WHAT TO WORK ON – An exact reprint of every record below is required, with the pictures left out.

(Stored items)
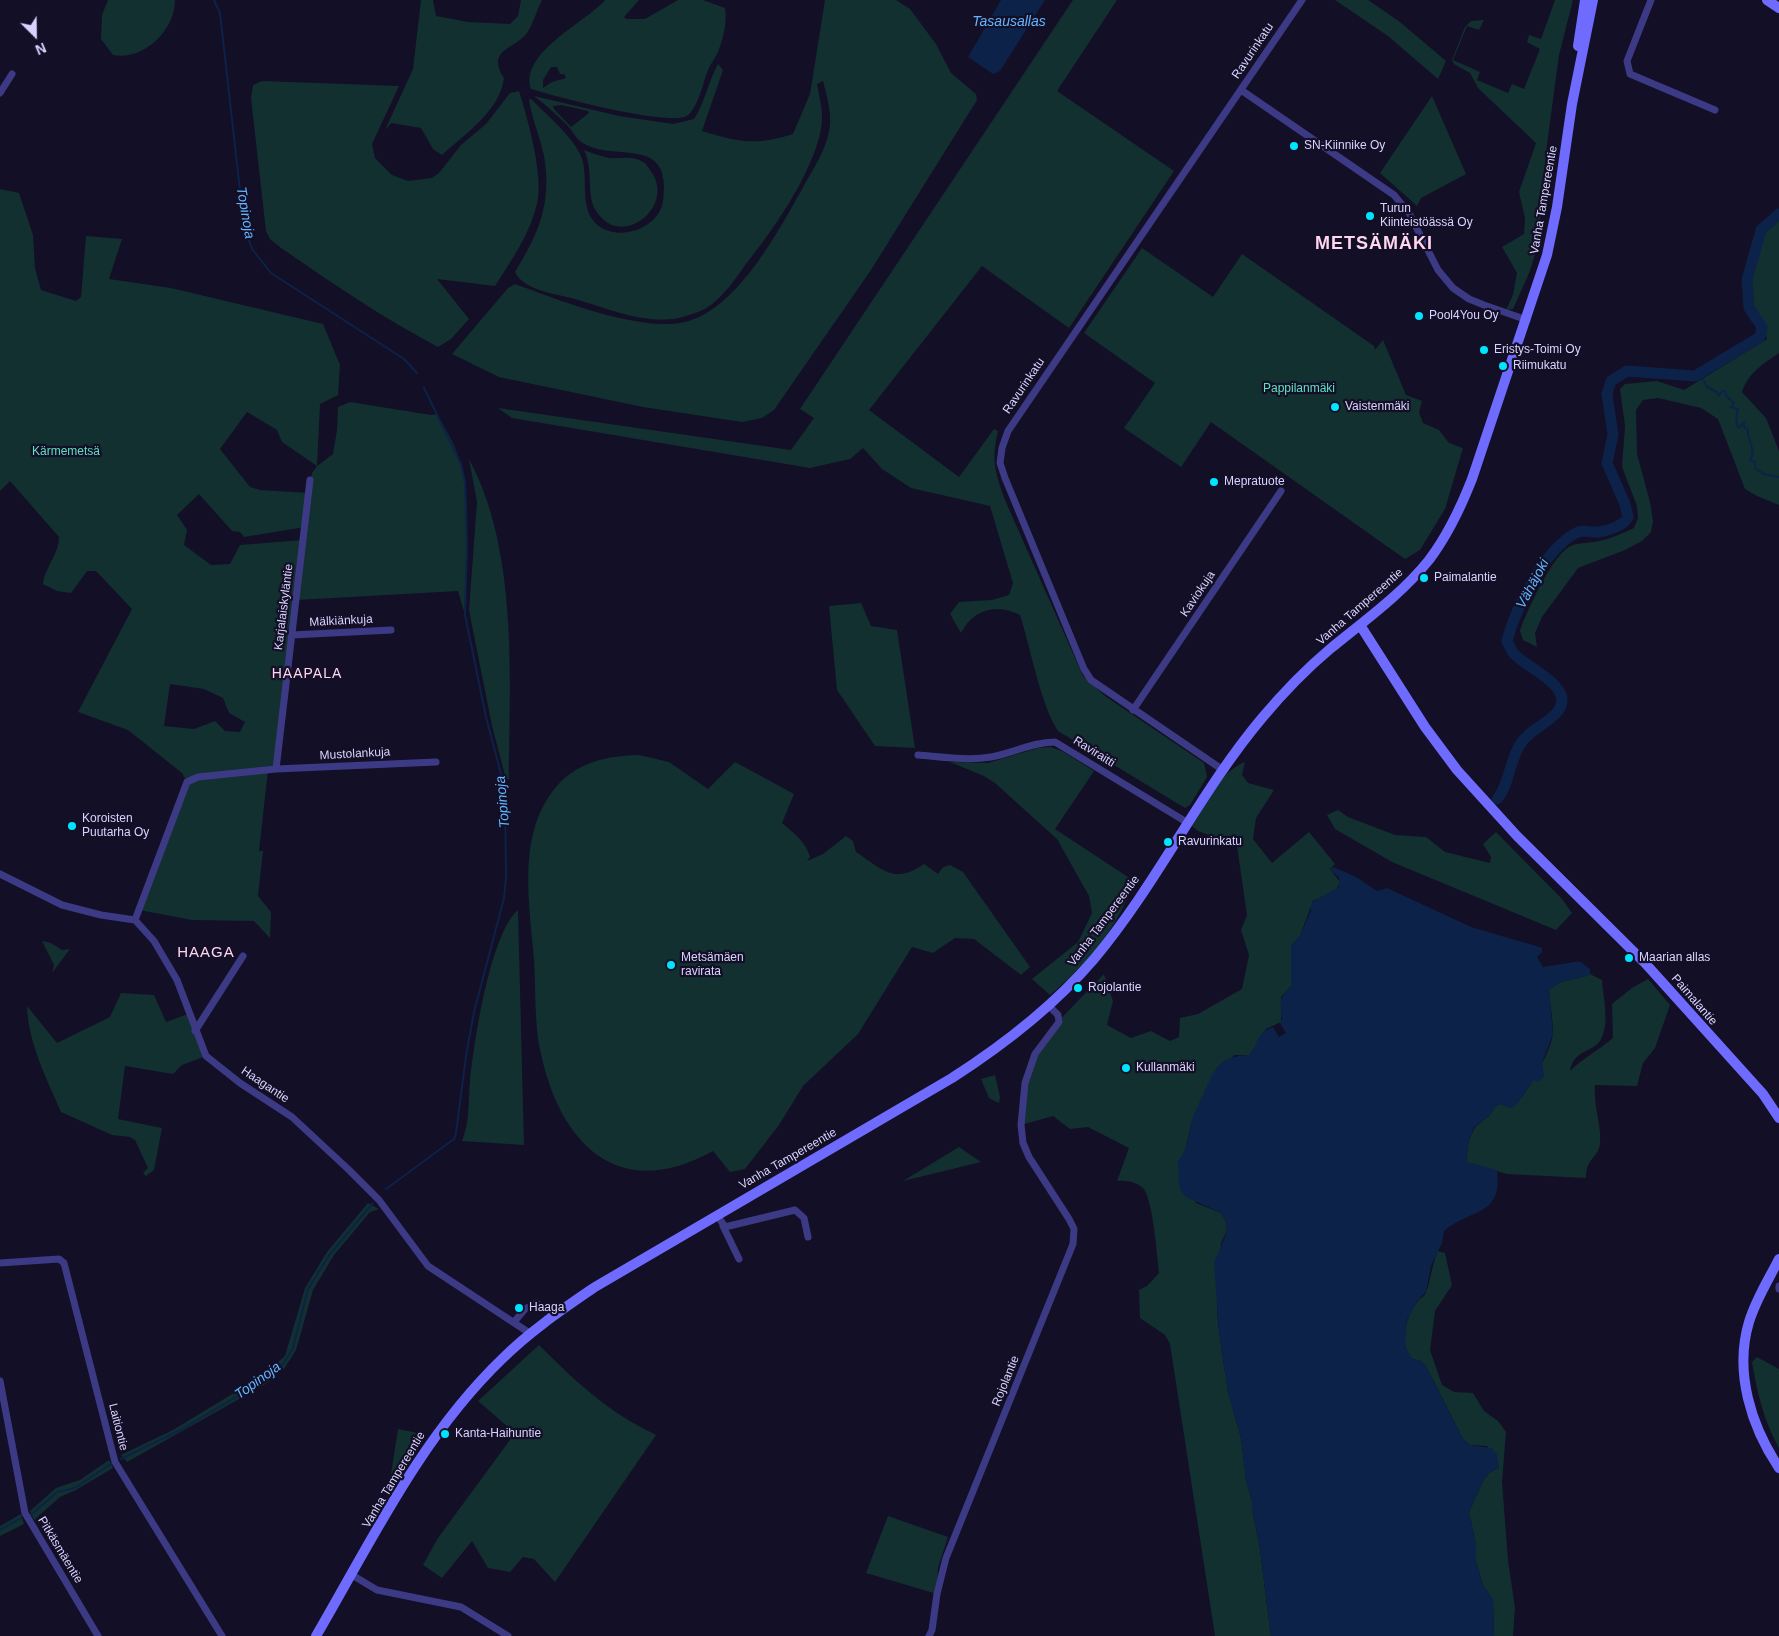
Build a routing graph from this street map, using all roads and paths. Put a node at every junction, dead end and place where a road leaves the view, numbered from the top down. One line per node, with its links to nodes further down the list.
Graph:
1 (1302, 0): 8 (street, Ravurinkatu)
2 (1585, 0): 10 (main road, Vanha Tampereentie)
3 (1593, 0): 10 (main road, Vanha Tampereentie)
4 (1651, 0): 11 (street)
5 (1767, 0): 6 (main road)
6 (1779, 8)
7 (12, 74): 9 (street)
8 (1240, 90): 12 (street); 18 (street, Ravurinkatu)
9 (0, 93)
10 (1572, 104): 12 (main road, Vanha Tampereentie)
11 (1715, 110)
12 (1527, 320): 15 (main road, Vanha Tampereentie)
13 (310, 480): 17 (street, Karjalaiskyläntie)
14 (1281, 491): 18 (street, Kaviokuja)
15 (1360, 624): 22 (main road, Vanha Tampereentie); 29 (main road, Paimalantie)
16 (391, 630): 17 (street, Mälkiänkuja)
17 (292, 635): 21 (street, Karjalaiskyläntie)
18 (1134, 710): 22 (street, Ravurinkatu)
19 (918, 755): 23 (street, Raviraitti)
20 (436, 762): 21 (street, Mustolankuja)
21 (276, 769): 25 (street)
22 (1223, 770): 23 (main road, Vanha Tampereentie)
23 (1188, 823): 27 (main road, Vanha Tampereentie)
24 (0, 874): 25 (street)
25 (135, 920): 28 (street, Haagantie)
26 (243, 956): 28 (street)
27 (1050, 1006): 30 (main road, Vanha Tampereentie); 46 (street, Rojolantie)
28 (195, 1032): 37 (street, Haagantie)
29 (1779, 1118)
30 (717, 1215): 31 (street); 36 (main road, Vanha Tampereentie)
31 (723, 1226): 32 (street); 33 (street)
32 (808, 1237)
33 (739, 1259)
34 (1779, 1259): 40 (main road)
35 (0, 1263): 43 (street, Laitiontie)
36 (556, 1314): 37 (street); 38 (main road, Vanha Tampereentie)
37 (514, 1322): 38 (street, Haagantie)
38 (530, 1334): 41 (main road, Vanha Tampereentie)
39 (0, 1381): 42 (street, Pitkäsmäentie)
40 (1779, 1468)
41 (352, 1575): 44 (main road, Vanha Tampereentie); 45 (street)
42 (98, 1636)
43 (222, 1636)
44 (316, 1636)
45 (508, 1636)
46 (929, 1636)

OUTPUT OF THE EXERCISE –
Build a routing graph from this street map, using all roads and paths. Put a node at every junction, dead end and place where a road leaves the view, numbered from the top down. One line per node, with its links to nodes further down the list.
Graph:
1 (1302, 0): 8 (street, Ravurinkatu)
2 (1585, 0): 10 (main road, Vanha Tampereentie)
3 (1593, 0): 10 (main road, Vanha Tampereentie)
4 (1651, 0): 11 (street)
5 (1767, 0): 6 (main road)
6 (1779, 8)
7 (12, 74): 9 (street)
8 (1240, 90): 12 (street); 18 (street, Ravurinkatu)
9 (0, 93)
10 (1572, 104): 12 (main road, Vanha Tampereentie)
11 (1715, 110)
12 (1527, 320): 15 (main road, Vanha Tampereentie)
13 (310, 480): 17 (street, Karjalaiskyläntie)
14 (1281, 491): 18 (street, Kaviokuja)
15 (1360, 624): 22 (main road, Vanha Tampereentie); 29 (main road, Paimalantie)
16 (391, 630): 17 (street, Mälkiänkuja)
17 (292, 635): 21 (street, Karjalaiskyläntie)
18 (1134, 710): 22 (street, Ravurinkatu)
19 (918, 755): 23 (street, Raviraitti)
20 (436, 762): 21 (street, Mustolankuja)
21 (276, 769): 25 (street)
22 (1223, 770): 23 (main road, Vanha Tampereentie)
23 (1188, 823): 27 (main road, Vanha Tampereentie)
24 (0, 874): 25 (street)
25 (135, 920): 28 (street, Haagantie)
26 (243, 956): 28 (street)
27 (1050, 1006): 30 (main road, Vanha Tampereentie); 46 (street, Rojolantie)
28 (195, 1032): 37 (street, Haagantie)
29 (1779, 1118)
30 (717, 1215): 31 (street); 36 (main road, Vanha Tampereentie)
31 (723, 1226): 32 (street); 33 (street)
32 (808, 1237)
33 (739, 1259)
34 (1779, 1259): 40 (main road)
35 (0, 1263): 43 (street, Laitiontie)
36 (556, 1314): 37 (street); 38 (main road, Vanha Tampereentie)
37 (514, 1322): 38 (street, Haagantie)
38 (530, 1334): 41 (main road, Vanha Tampereentie)
39 (0, 1381): 42 (street, Pitkäsmäentie)
40 (1779, 1468)
41 (352, 1575): 44 (main road, Vanha Tampereentie); 45 (street)
42 (98, 1636)
43 (222, 1636)
44 (316, 1636)
45 (508, 1636)
46 (929, 1636)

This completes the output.